== Exercise objective ==
Below are records; work out how many of their lines contain the word "Formosa" and reply with the number only.

Stored data entries
***

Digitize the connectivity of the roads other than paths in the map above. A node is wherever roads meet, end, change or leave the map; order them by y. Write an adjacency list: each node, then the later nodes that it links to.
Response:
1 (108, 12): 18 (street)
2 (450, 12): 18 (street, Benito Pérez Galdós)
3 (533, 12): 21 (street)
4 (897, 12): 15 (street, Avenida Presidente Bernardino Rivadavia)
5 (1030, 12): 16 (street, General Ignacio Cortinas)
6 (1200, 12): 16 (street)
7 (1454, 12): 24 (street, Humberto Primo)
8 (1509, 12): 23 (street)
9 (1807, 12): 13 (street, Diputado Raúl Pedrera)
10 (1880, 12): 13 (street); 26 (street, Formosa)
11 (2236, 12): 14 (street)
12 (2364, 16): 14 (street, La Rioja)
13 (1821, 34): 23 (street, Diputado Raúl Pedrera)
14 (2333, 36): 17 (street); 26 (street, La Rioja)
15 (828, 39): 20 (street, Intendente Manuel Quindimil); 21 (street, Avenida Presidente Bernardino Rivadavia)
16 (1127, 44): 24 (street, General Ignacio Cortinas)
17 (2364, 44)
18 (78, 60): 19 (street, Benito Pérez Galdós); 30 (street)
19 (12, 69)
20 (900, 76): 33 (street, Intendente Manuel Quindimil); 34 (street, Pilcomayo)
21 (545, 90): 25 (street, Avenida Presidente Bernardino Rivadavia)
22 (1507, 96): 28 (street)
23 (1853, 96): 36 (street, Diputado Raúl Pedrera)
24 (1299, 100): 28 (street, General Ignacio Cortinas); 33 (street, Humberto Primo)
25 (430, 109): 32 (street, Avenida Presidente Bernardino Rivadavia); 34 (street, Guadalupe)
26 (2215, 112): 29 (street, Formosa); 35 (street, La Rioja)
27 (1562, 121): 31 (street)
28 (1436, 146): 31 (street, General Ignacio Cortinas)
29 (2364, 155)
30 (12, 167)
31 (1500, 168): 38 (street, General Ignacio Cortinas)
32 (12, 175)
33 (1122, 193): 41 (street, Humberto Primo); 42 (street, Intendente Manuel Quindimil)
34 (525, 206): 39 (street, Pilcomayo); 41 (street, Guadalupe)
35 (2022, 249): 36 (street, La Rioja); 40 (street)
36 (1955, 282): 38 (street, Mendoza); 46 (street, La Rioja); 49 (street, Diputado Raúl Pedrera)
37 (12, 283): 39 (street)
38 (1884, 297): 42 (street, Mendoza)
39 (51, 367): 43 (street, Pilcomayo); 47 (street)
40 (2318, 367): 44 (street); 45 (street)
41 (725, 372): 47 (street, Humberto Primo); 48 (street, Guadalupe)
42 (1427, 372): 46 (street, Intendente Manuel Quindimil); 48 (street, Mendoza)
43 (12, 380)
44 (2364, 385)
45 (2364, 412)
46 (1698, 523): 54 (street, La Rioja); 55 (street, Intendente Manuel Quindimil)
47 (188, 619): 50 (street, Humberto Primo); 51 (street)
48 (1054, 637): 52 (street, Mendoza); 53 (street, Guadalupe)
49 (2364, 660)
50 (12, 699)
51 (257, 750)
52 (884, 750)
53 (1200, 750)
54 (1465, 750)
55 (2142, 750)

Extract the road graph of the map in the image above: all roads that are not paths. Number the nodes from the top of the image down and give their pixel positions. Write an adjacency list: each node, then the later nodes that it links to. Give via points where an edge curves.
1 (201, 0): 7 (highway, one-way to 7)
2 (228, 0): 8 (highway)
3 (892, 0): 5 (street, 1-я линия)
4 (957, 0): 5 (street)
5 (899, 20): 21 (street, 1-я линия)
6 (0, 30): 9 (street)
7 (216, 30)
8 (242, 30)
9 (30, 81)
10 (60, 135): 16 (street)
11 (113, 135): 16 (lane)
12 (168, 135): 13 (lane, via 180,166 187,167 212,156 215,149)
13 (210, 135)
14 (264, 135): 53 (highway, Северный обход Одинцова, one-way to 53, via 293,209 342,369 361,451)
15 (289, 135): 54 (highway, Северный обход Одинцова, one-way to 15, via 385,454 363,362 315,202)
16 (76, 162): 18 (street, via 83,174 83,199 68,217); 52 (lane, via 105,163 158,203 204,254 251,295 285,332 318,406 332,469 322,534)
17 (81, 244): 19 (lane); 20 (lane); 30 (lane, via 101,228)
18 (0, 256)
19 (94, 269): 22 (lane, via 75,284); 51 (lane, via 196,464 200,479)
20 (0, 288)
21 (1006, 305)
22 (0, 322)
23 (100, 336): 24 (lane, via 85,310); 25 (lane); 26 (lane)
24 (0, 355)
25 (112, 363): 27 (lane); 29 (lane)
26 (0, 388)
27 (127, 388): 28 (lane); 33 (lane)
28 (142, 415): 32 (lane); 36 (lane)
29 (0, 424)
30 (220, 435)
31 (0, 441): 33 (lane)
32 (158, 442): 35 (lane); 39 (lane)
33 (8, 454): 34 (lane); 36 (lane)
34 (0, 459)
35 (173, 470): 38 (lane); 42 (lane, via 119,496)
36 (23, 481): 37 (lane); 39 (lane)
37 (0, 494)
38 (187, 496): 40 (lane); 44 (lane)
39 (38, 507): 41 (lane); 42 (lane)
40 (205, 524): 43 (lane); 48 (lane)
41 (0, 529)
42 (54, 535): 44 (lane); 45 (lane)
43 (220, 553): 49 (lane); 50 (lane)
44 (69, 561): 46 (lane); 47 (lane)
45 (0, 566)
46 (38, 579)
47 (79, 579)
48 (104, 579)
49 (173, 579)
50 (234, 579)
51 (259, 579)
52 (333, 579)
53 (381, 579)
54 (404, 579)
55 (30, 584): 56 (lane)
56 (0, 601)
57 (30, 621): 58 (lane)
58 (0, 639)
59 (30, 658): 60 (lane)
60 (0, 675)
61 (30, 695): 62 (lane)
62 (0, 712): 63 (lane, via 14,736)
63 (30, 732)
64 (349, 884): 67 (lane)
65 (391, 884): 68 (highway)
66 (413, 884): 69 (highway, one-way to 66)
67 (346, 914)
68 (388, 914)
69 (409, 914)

***

== Result of the task ==
2